*WHAT IS BEING ASKED*.
Nothing is to be left out: repeat every entry exactly as given.

-------- RECORDS PROVIDED

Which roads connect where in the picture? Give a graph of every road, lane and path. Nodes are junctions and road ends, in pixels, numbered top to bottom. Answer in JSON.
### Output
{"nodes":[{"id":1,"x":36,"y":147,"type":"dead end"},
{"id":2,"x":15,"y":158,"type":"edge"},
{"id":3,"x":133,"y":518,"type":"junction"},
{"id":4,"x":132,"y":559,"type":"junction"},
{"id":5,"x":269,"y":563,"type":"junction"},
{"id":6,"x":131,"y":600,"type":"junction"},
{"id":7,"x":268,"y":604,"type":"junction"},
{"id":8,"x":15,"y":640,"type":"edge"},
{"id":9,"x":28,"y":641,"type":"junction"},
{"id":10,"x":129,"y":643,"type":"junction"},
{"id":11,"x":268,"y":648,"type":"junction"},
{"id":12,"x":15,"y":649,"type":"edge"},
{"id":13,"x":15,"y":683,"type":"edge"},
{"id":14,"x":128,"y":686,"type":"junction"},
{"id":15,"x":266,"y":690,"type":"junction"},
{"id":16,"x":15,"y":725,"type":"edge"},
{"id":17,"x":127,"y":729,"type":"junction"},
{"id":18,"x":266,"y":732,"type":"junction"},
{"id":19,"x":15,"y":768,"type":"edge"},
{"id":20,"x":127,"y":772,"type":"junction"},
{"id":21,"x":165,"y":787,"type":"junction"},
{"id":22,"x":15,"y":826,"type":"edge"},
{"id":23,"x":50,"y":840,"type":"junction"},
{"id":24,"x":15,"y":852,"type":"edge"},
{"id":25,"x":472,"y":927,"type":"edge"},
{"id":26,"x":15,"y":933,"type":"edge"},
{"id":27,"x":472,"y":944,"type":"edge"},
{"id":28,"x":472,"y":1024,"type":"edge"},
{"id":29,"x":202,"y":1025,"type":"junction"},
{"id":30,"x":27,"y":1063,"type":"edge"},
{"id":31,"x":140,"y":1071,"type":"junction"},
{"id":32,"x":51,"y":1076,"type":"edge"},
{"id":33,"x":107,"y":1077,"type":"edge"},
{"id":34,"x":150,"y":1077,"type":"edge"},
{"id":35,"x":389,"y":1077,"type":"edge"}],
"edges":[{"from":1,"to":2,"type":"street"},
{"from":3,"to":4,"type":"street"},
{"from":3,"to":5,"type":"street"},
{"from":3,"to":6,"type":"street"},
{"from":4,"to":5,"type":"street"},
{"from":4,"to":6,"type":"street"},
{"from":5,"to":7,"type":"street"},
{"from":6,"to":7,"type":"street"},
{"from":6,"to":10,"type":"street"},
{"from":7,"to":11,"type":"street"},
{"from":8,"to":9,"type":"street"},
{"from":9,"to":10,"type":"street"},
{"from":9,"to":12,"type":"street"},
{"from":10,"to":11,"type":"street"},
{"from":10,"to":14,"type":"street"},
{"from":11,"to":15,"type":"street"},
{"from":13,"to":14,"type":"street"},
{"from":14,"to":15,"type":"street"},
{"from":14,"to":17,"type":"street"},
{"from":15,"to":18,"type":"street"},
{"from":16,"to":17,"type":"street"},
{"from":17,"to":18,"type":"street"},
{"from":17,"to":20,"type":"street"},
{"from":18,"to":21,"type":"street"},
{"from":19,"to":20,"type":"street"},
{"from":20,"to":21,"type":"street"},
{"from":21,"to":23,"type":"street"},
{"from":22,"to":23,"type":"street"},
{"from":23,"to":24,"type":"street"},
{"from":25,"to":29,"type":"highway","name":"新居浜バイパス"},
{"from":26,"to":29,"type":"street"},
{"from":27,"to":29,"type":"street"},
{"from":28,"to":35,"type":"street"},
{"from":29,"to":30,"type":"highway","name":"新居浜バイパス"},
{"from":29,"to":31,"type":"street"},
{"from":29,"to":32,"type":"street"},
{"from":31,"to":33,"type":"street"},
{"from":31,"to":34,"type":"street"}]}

----------------

*THE ANSWER*.
Which roads connect where in the picture? Give a graph of every road, lane and path. Nodes are junctions and road ends, in pixels, numbered top to bottom. Answer in JSON.
### Output
{"nodes":[{"id":1,"x":36,"y":147,"type":"dead end"},
{"id":2,"x":15,"y":158,"type":"edge"},
{"id":3,"x":133,"y":518,"type":"junction"},
{"id":4,"x":132,"y":559,"type":"junction"},
{"id":5,"x":269,"y":563,"type":"junction"},
{"id":6,"x":131,"y":600,"type":"junction"},
{"id":7,"x":268,"y":604,"type":"junction"},
{"id":8,"x":15,"y":640,"type":"edge"},
{"id":9,"x":28,"y":641,"type":"junction"},
{"id":10,"x":129,"y":643,"type":"junction"},
{"id":11,"x":268,"y":648,"type":"junction"},
{"id":12,"x":15,"y":649,"type":"edge"},
{"id":13,"x":15,"y":683,"type":"edge"},
{"id":14,"x":128,"y":686,"type":"junction"},
{"id":15,"x":266,"y":690,"type":"junction"},
{"id":16,"x":15,"y":725,"type":"edge"},
{"id":17,"x":127,"y":729,"type":"junction"},
{"id":18,"x":266,"y":732,"type":"junction"},
{"id":19,"x":15,"y":768,"type":"edge"},
{"id":20,"x":127,"y":772,"type":"junction"},
{"id":21,"x":165,"y":787,"type":"junction"},
{"id":22,"x":15,"y":826,"type":"edge"},
{"id":23,"x":50,"y":840,"type":"junction"},
{"id":24,"x":15,"y":852,"type":"edge"},
{"id":25,"x":472,"y":927,"type":"edge"},
{"id":26,"x":15,"y":933,"type":"edge"},
{"id":27,"x":472,"y":944,"type":"edge"},
{"id":28,"x":472,"y":1024,"type":"edge"},
{"id":29,"x":202,"y":1025,"type":"junction"},
{"id":30,"x":27,"y":1063,"type":"edge"},
{"id":31,"x":140,"y":1071,"type":"junction"},
{"id":32,"x":51,"y":1076,"type":"edge"},
{"id":33,"x":107,"y":1077,"type":"edge"},
{"id":34,"x":150,"y":1077,"type":"edge"},
{"id":35,"x":389,"y":1077,"type":"edge"}],
"edges":[{"from":1,"to":2,"type":"street"},
{"from":3,"to":4,"type":"street"},
{"from":3,"to":5,"type":"street"},
{"from":3,"to":6,"type":"street"},
{"from":4,"to":5,"type":"street"},
{"from":4,"to":6,"type":"street"},
{"from":5,"to":7,"type":"street"},
{"from":6,"to":7,"type":"street"},
{"from":6,"to":10,"type":"street"},
{"from":7,"to":11,"type":"street"},
{"from":8,"to":9,"type":"street"},
{"from":9,"to":10,"type":"street"},
{"from":9,"to":12,"type":"street"},
{"from":10,"to":11,"type":"street"},
{"from":10,"to":14,"type":"street"},
{"from":11,"to":15,"type":"street"},
{"from":13,"to":14,"type":"street"},
{"from":14,"to":15,"type":"street"},
{"from":14,"to":17,"type":"street"},
{"from":15,"to":18,"type":"street"},
{"from":16,"to":17,"type":"street"},
{"from":17,"to":18,"type":"street"},
{"from":17,"to":20,"type":"street"},
{"from":18,"to":21,"type":"street"},
{"from":19,"to":20,"type":"street"},
{"from":20,"to":21,"type":"street"},
{"from":21,"to":23,"type":"street"},
{"from":22,"to":23,"type":"street"},
{"from":23,"to":24,"type":"street"},
{"from":25,"to":29,"type":"highway","name":"新居浜バイパス"},
{"from":26,"to":29,"type":"street"},
{"from":27,"to":29,"type":"street"},
{"from":28,"to":35,"type":"street"},
{"from":29,"to":30,"type":"highway","name":"新居浜バイパス"},
{"from":29,"to":31,"type":"street"},
{"from":29,"to":32,"type":"street"},
{"from":31,"to":33,"type":"street"},
{"from":31,"to":34,"type":"street"}]}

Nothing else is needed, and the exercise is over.